Doesn't IBM-MAIN have a moderator? On SE moderators are peers who have
gained enough reputation points to have privileges. In my experience it
works very well. SE has a very high signal to noise ratio.
Post by Tom Marchant
I don't know Stack Exchange, but I have had experience with other forums
where someone had a brilliant idea to "improve" the forum by replacing it with
something else. In each case, a thriving forum was killed off and the
replacement failed to serve enough of its users that the entire discussion
essentially died off.
Nobody is suggesting replacing IBM-MAIN. But if some of the experts from
here would participate in different platforms it will help the mainframe
stay relevant. Using e-mail
for forums has had it's day IMO. The user experience with platforms such
as Stack Exchange is fantastic. You can use markdown, code with syntax
highlighting, create fancy graphs and votes. I feel the same
about using e-mail for any group collaboration when you have better
options with platforms like Slack.

I recently had a question about zlib  which I was using to decompress
SMF logstream data compressed with zEDC. I posted a question on Stack
Overflow and it was answered by the author of zlib within a day.
Post by Tom Marchant
I've seen other mainframe related discussion lists, most notably on LinkedIn.

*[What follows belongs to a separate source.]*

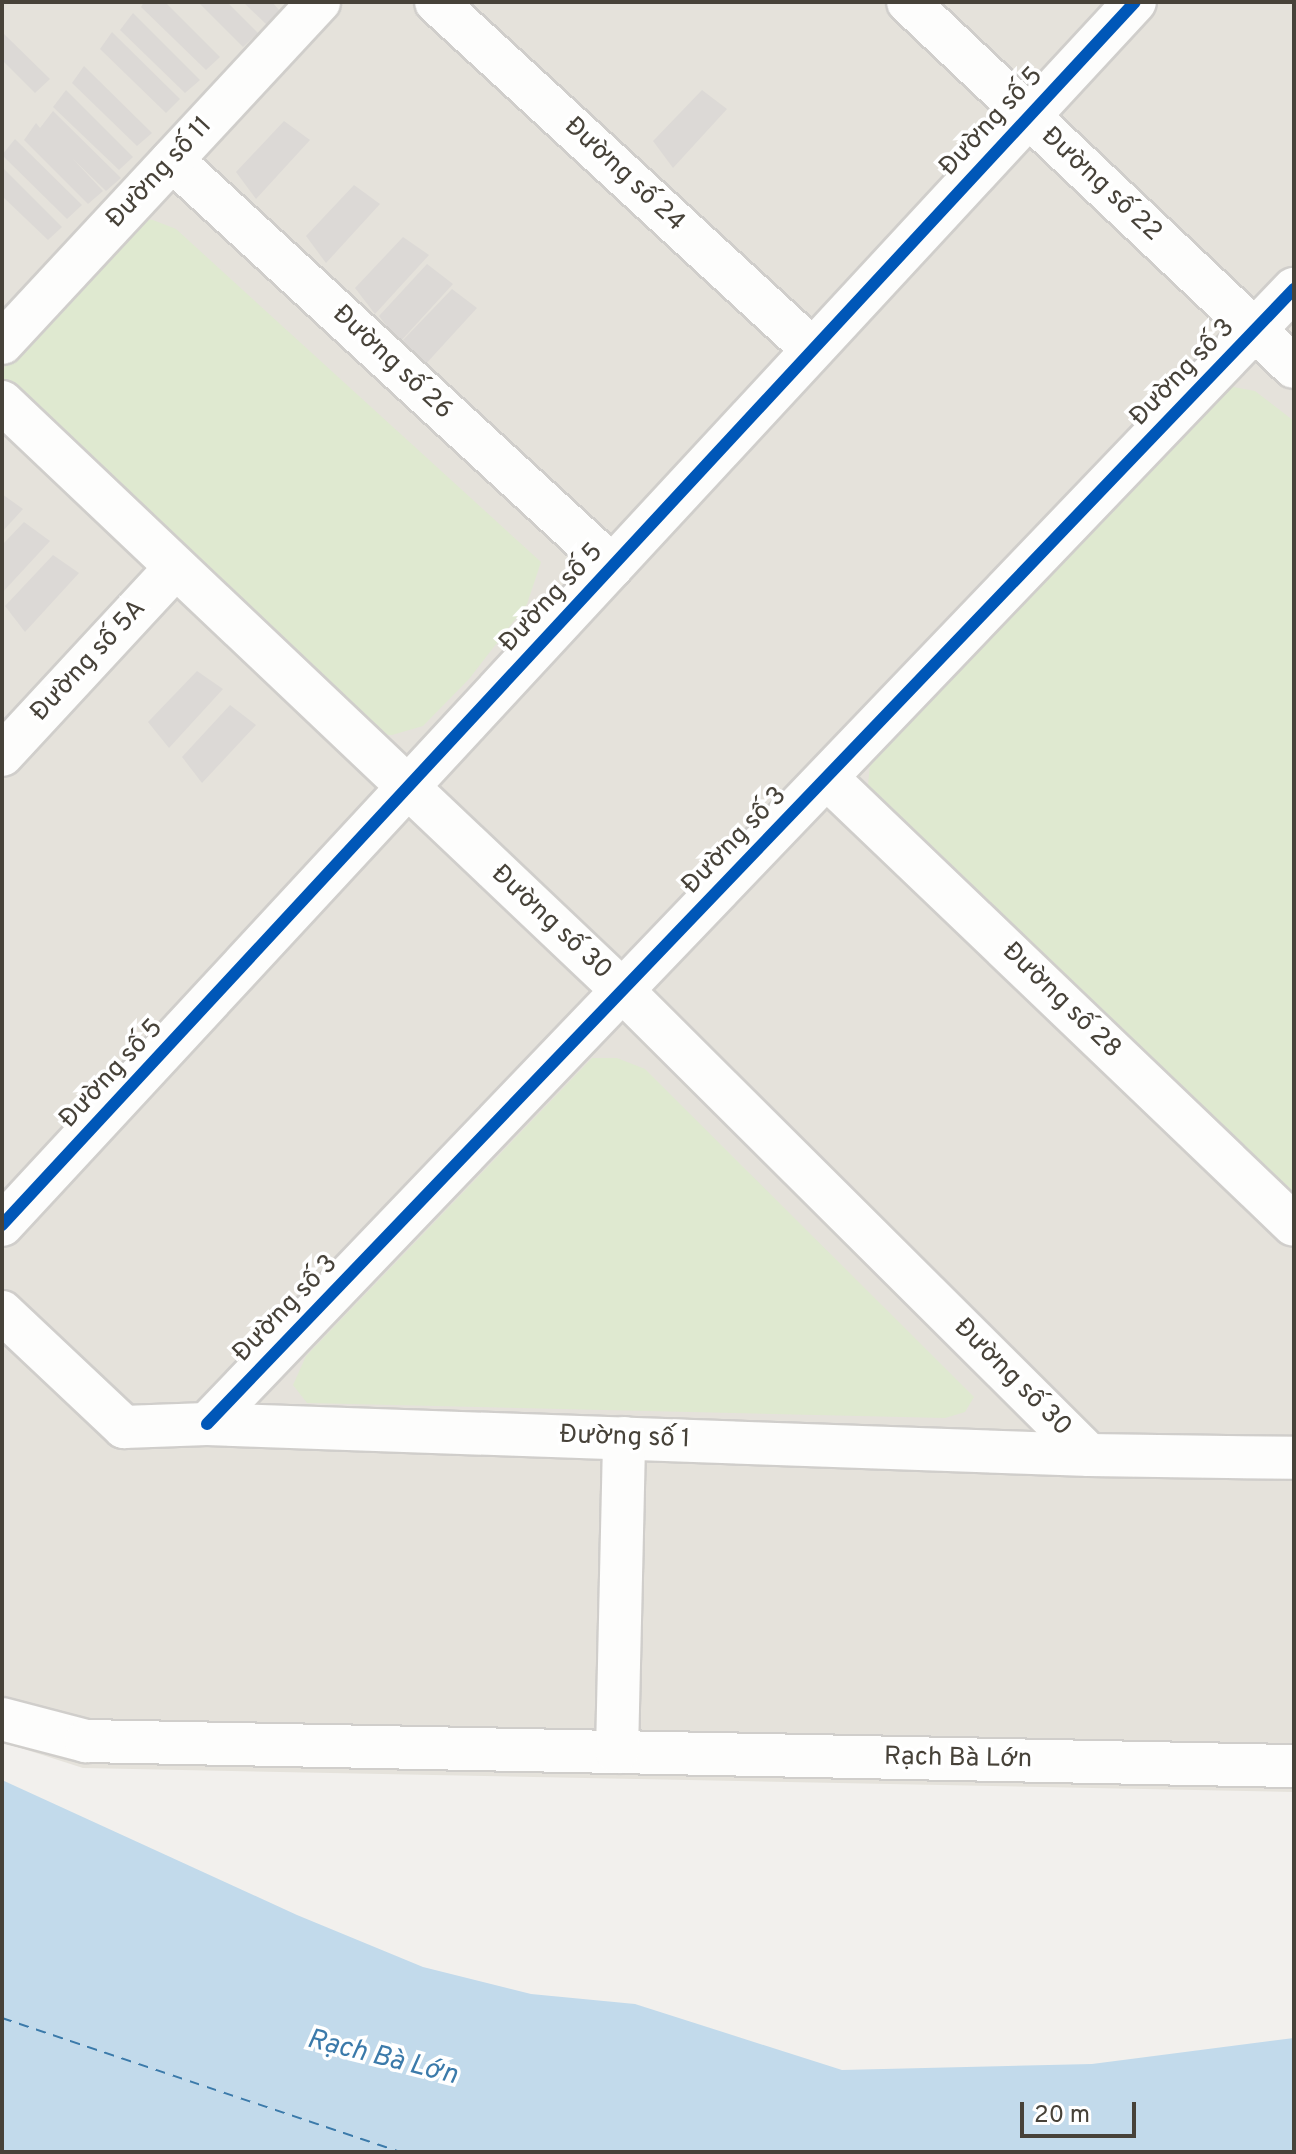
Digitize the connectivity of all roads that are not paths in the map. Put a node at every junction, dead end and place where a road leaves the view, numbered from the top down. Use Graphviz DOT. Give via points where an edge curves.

I have not been favorably impressed by what I've seen. I'll stick with
IBM-MAIN, thank you.
Whatever flicks your switch! I've noticed that there are lots of IBMers
using Stack Overflow to answer questions regarding technologies like
Websphere Liberty Profile which relate to z/OS. Also, the
CICS guys from Hursley get involved. Younger people with gravitate
towards platforms like SO which they are used to and newsgroups like
IBM-MAIN will continue until they wither on the vine.